Work request: Determine how many lines of the entries that follow contain "green", and respond with that number alone.

::: Input material :::

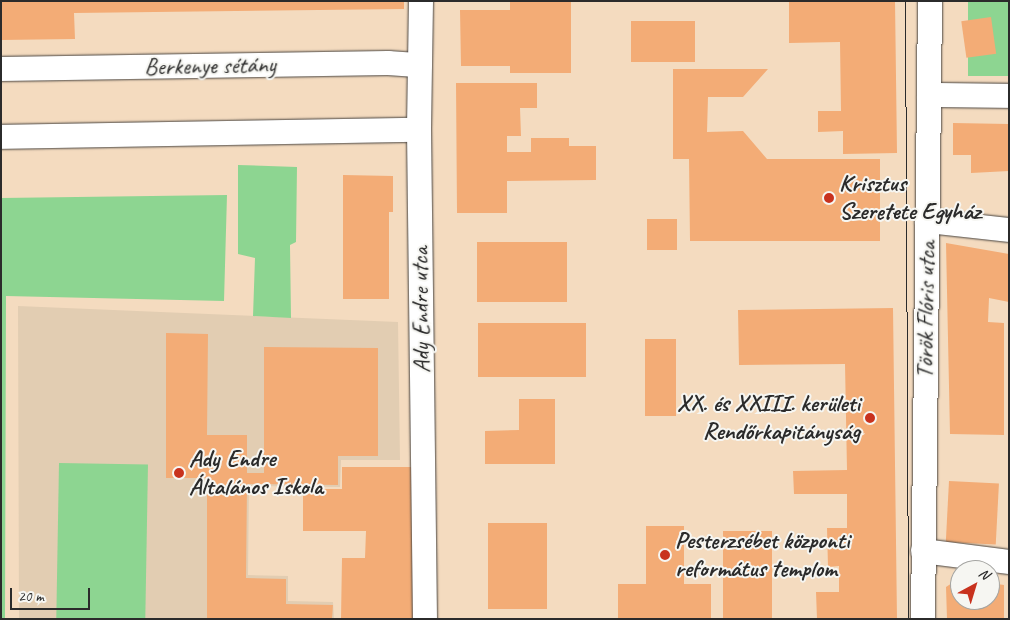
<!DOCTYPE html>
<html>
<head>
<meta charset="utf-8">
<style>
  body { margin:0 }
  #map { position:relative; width:1010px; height:620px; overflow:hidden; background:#f4dbbf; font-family:Caveat,sans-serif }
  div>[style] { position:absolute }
  .built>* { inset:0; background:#e2cdb2 }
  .green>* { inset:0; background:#8dd591; transform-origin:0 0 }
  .building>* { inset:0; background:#f3ac76; transform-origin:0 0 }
  .roads { filter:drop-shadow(0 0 1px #494541) drop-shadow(0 0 1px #494541) }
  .street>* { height:24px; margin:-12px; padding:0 12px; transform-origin:12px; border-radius:12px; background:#fff }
  .tram>* { height:1px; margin:-0.5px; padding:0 0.5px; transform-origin:0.5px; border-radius:0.5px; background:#2b2b2b }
  .dots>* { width:14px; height:14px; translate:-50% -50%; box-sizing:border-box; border:2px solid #f6f6f2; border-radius:50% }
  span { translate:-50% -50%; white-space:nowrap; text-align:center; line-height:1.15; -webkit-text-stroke:4px #f6f6f2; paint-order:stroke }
  .street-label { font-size:24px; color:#2b2b2b }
  .poi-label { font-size:24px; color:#2b2b2b; font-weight:700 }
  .left { translate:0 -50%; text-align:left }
  .right { translate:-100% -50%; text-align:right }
  .frame { position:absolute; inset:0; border:2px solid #2b2b2b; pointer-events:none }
  .north { position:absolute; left:950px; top:560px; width:50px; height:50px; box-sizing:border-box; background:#f6f6f2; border:1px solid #a5a5a2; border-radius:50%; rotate:39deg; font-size:14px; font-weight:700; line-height:20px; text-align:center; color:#2b2b2b }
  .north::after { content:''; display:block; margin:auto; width:18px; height:22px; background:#c8321e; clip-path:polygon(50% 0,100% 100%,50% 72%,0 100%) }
  .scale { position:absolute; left:10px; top:588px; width:80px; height:22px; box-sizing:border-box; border:2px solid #2b2b2b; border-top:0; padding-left:6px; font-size:15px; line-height:18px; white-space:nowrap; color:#2b2b2b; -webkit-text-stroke:4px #f6f6f2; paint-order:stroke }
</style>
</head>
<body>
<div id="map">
  <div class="built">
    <i style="clip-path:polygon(18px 306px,398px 322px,400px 460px,341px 460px,340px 487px,249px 486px,248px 575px,288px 576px,288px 601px,333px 602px,334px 619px,19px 619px)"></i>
  </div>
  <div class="green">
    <i style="left:968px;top:1px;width:41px;height:75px"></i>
    <i style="clip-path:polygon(238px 165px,297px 167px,296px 242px,290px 245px,291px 318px,253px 316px,255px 258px,238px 254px)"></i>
    <i style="clip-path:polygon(227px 195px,224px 301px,6px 296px,5px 619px,1px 619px,1px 198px)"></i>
    <i style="left:59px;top:463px;width:89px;height:156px;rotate:1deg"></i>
  </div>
  <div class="building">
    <i style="clip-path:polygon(1px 1px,404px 1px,404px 9px,74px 13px,75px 39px,1px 40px)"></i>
    <i style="clip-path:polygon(789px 1px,895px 1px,897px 153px,843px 154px,843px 131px,818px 132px,818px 111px,841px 111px,840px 42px,789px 43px)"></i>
    <i style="clip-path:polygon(510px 2px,571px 2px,571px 73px,510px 73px,510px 66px,461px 66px,460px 10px,510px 10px)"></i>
    <i style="left:991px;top:17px;width:37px;height:30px;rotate:82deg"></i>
    <i style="left:631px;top:21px;width:64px;height:41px"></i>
    <i style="clip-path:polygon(673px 69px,768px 69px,743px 97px,708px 97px,707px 132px,743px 131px,767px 159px,880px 159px,880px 241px,690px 241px,689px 159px,673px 159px)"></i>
    <i style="clip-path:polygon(456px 83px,537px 83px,537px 108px,520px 108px,521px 136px,507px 136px,507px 152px,531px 152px,531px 138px,569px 138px,569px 146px,596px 146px,596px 180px,507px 181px,507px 213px,457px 213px)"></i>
    <i style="clip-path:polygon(953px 123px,1009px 124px,1009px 171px,971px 173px,971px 155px,953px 155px)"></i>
    <i style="clip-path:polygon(343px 175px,393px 176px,393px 212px,389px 212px,389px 299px,343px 299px)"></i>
    <i style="left:647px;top:219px;width:30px;height:31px"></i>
    <i style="left:477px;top:242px;width:90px;height:60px"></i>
    <i style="clip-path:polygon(946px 243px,1009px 254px,1009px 302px,989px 298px,988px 322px,1004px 323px,1004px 435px,950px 434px)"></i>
    <i style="clip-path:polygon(893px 308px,897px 619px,817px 619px,816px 592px,839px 592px,839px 566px,828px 567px,827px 528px,847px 528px,847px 494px,794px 494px,793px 471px,847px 470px,845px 364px,739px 365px,738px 310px)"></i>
    <i style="left:478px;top:323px;width:108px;height:54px"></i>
    <i style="clip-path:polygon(166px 333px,208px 334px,207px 435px,247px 435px,247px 473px,264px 473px,264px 347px,378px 348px,378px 456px,338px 456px,338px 485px,247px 484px,246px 578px,286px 579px,286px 604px,333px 605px,332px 619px,207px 619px,207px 478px,166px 478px)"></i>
    <i style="left:645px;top:339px;width:31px;height:77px"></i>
    <i style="clip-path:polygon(519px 399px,555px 399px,555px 464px,485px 464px,485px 431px,519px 430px)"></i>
    <i style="clip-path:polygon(342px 467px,413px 467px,413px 619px,341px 619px,342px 558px,365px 558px,366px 531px,303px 531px,303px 489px,342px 489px)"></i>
    <i style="left:949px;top:481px;width:50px;height:61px;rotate:3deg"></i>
    <i style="left:488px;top:523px;width:59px;height:86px"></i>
    <i style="clip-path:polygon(646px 526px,684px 526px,684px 584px,711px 584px,711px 619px,618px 619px,618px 584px,646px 584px)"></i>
    <i style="left:723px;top:531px;width:49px;height:88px"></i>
    <i style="clip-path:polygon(958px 579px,960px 579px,960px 600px,990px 600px,990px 583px,1004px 585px,1004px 619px,947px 619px,946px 587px)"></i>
  </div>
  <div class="roads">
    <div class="street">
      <i style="left:421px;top:1px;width:129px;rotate:90.9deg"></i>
      <i style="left:419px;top:130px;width:489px;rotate:89.3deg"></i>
      <i style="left:1px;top:69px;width:387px;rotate:-0.9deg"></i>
      <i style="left:388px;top:63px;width:32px;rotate:4deg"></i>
      <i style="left:929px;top:95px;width:80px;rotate:0.7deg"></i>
      <i style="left:1px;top:137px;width:418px;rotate:-1deg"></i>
      <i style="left:927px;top:221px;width:82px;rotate:6.3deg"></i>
      <i style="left:923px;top:551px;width:87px;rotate:7.3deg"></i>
      <i style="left:923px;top:619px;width:618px;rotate:-89.35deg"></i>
    </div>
  </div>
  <div class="tram">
    <i style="left:905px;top:1px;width:618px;rotate:89.72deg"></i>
  </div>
  <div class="dots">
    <i style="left:829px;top:198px;background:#c8321e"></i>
    <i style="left:870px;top:418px;background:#c8321e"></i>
    <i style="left:179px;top:473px;background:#c8321e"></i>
    <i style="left:665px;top:555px;background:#c8321e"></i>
  </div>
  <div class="street-label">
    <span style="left:210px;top:66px;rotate:-1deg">Berkenye sétány</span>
    <span style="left:421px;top:310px;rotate:-91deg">Ady Endre utca</span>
    <span style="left:926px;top:310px;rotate:-89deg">Török Flóris utca</span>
  </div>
  <div class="poi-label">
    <span class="left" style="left:839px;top:198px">Krisztus<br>Szeretete Egyház</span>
    <span class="right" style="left:860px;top:418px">XX. és XXIII. kerületi<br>Rendőrkapitányság</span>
    <span class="left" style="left:189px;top:473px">Ady Endre<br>Általános Iskola</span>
    <span class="left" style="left:675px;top:555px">Pesterzsébet központi<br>református templom</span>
  </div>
  <div class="frame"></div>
  <div class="north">N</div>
  <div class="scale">20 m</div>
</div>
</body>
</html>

:::

Solution: 2